Big data or Agile data ?

kyle Hailey
Jun 27, 2014
7 min read

The big data phenomenon threatens to break the existing data supply chain (DSC) of many information providers, particularly those whose chains are neither flexible nor scalable and include too many error-prone, manual touch points. – Cognizant

Big data is getting big hype but what exactly is driving the hype behind big data? The driving force is demand by businesses to answer revenue driving questions. Questions that drive revenue generating decisions depend on the ability to access the right data at the right time by the right people. Accessing the right data at the right time by the right people unfortunately remains elusive with big data where, according to Gartner, 85% of Fortune 500 organizations in 2015 will still be unable to exploit big data for competitive edge. How can companies get the competitive edge? The competitive edge can be had be a new technology called data virtualization that uses existing relational databases but accelerates the access to the data.

Data is a hot topic.

Big Data is an even hotter topic.

But data agility? I don’t hear much about it.

As Forbes magazine put it :

It is time to stop the stampede to create capacity to analyze big data and instead pursue a more balanced approach that focuses on finding more data sets and understanding how to use them to improve your business.

What are we all striving for? We are striving to access the data we want, when we want it both quickly an efficiently. That’s what I call data agility.

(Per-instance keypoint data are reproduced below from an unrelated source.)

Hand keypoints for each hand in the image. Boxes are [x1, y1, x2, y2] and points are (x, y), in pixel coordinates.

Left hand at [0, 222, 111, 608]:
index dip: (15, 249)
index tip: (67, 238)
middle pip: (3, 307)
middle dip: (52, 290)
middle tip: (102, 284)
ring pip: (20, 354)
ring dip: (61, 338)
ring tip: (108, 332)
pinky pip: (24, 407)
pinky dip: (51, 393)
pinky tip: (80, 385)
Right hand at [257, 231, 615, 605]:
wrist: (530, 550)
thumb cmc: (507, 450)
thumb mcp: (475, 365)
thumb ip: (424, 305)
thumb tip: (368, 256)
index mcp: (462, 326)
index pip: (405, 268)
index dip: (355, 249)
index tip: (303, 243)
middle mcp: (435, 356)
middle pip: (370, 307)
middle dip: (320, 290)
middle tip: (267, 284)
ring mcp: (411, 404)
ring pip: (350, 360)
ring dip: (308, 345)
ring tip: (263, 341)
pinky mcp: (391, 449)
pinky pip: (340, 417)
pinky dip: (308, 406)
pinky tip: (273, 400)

Data agility is the big pink elephant in the room. Every one is talking about big data but no one is talking about how do you get the data to where you want when you want. If you want to do big data, how do you get the terrabytes (TB) of data onto your Hdoop cluster from where ever it was collected? How does it take? How much work is it?

As Infoworld put it:

The bigger big data gets, the more challenging it becomes to manage and analyze to deliver actionable business insight. That’s a little ironic, given that the main promise of big data is the ability to make better business decisions based on compute-intensive analysis of massive data sets. The solution is to create a supply chain that identifies business goals from the start — and deploy the agile infrastructure necessary to make good on those objectives

Getting results from big data even after you have the data is difficult. Most fortune 500 companies don’t know how to get results from big data:

Through 2015, 85% of Fortune 500 orgs will be unable to exploit big data for competitive advantage. http://www.gartner.com/technology/topics/big-data.jsp

Unlike big data, most companies already have burning questions they know how to answer if only they could get access to the data faster on their current relational databases. In their current relational databases there are many clear questions and known methods for answering those questions but the problem is getting the right data to the right place at the right time. One of the main goals of ERP is getting data faster to answer critical business questions. Why do companies invest millions in ERP? ERP gets millions of dollars of investment every year because companies want to get answers to important business questions faster and with fresher data. Fresh data means getting the right data to the right people at the right time, which is data agility.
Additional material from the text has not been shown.